Het was pas koning David, die de Jebusieten uit Jeruzalem wist te verdrijven en deze stad tot zijn residentie te maken. Hij veroverde de schijnbaar onneembare burcht Sion en deze werd sindsdien de “stad Davids” genoemd 2 Samuël 5 vers 6 tot en met 9 (2 Sam. 05:06-09).

Het begrip Sion komt in de bijbel, vooral in het Oude Testament, menigmaal voor. In de profetische zin duidt het op het hért van het volk van God, waar het centrum ligt van Diens bemoeienis met Zijn volk. Dit volk wordt meermalen aangeduid met de benaming: “kinderen van Sion”. In Psalm 2 vers 6 (Ps. 002:006) wordt Sion de “berg Mijner heiligheid” genoemd. Op deze berg werd de tempel gebouwd, waarvan de benaming “tempelberg” afkomstig is.

In geestelijke zin is de berg Sion een beeld van de heilige Geest, de tempel een beeld van de gemeente van Jezus Christus en Jeruzalem een beeld van de totale volheid van gelovigen, die het einddoel van God met de mens bereiken. In de brief van de apostel Paulus aan de Hebreeën zien we het belang van deze beelden: “Maar gij zijt genaderd tot:

de berg Sion

de stad van de levende God, het hemelse Jeruzalem

-tienduizendtallen van engelen

een feestelijke vergadering van eerstgeborenen

God, de Rechter over allen

de geesten der rechtvaardigen, die de voleinding bereikt hebben

Jezus, de Middelaar van een nieuw verbond

het bloed der besprenging” Hebreeën 12 vers 22 tot en met 24 (Heb. 12:22-24).

In de profetische zin wordt Sion ook de “berg van het huis des Heren” genoemd. Het huis des Heren is de gemeente als “lichaam van Christus”, gedragen door de kracht van de Heilige Geest. De berg van het huis des Heren zal in het laatste der dagen “vaststaan als de hoogste der bergen en hij zal verheven zijn boven de heuvelen. Op deze grote en hoge berg zag de apostel Johannes de “heilige stad, Jeruzalem, nederdalend uit de hemel van God; en ze had de heerlijkheid Gods” Openbaring 21 vers 10 en 11 (Openb. 21:10-11).

De “berg Sion” en het “huis van de( God Jakobs” vormen een éénheid, zoals de Heer Jezus Christus en Zijn geestelijk lichaam een éénheid vormen.
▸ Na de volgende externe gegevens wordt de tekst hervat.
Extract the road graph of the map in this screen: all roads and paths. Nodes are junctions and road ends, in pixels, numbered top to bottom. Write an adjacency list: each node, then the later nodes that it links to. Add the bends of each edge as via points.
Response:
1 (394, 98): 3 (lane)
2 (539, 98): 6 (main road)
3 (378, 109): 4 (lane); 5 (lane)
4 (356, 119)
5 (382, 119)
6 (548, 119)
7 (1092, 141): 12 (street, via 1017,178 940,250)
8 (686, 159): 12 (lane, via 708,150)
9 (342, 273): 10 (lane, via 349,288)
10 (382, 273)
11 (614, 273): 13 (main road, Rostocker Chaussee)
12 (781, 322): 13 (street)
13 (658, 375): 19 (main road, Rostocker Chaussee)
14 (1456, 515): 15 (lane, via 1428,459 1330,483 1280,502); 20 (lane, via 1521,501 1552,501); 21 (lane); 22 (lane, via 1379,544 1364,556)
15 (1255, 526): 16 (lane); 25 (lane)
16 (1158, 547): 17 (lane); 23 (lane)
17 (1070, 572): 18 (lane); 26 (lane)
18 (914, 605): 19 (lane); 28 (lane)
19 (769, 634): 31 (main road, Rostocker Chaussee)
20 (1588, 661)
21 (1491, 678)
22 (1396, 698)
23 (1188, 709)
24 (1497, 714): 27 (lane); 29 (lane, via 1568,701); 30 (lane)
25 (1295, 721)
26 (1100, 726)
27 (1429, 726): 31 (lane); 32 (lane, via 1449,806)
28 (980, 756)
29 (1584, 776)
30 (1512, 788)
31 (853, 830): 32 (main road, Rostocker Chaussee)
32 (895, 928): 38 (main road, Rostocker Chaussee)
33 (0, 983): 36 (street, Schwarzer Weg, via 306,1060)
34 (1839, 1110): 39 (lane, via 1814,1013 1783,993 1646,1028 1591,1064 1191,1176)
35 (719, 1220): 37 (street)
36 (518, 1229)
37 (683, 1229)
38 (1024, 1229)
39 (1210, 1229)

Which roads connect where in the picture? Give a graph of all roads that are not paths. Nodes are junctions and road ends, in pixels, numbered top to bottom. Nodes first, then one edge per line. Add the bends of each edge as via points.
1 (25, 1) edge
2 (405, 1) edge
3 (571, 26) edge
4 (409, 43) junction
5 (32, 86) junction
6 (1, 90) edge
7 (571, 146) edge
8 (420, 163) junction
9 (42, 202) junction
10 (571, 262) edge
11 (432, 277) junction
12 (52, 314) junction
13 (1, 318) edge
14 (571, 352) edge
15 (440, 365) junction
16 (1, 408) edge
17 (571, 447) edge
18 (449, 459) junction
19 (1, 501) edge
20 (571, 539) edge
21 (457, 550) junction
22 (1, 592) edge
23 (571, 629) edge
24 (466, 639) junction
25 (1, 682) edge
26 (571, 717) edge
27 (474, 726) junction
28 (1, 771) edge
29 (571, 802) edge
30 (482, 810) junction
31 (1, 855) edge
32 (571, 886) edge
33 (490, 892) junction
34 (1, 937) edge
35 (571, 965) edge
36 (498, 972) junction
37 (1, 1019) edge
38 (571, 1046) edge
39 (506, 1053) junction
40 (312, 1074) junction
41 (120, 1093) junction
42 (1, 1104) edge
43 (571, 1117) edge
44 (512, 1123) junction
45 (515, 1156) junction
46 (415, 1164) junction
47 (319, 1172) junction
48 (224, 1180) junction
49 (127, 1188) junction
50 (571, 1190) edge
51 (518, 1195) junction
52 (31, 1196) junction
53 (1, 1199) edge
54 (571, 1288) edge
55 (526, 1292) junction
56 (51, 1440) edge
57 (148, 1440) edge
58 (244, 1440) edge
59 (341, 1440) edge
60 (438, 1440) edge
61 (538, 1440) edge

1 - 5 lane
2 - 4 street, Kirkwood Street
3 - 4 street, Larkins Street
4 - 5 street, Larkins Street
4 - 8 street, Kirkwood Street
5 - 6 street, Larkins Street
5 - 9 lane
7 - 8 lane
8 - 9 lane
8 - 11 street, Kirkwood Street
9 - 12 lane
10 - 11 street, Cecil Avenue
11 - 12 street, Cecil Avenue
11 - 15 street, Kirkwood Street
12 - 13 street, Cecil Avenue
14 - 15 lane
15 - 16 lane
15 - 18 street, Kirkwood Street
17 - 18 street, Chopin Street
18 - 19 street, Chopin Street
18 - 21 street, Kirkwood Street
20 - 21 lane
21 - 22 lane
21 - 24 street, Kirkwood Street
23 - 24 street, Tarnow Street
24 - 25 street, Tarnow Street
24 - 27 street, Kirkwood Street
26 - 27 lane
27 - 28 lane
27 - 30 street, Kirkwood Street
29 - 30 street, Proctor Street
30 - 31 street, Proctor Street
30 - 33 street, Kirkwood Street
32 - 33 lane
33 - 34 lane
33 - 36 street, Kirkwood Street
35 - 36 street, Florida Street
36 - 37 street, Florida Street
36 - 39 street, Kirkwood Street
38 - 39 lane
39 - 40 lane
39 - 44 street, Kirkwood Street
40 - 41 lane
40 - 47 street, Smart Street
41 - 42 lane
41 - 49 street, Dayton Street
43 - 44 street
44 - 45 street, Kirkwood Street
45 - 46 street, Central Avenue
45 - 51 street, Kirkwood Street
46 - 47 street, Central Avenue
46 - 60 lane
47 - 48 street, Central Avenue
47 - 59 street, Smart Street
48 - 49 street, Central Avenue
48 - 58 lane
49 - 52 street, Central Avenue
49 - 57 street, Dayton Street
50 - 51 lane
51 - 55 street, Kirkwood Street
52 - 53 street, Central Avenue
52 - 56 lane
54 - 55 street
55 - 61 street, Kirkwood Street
Het is erg belangrijk, dat mensen die in Jezus Christus geloven, gaan verstaan wat dit inhoudt. Geloof in Jezus als drager van de zonde der wereld, zodat men gered is van een eeuwig verderf, is slechts een begin van de bedoeling van God. Ons geloof moet het karakter van het geloof van Abraham krijgen. Deze “zag” de bedoelingen van de Onzienlijke, zoals later ook Mozes. Beiden en met hen vele anderen trokken de consequenties uit dat geloof en namen terwille daarvan beslissingen, die hen buiten de geldende genoegens van de zichtbare wereld plaatsten vergelijk Hebreeën 11 vers 8 tot en met 11 en Hebreeën 11 vers 24 tot en met 28 vers(vgl. Heb. 11:08-10 en Heb. 11:24-28).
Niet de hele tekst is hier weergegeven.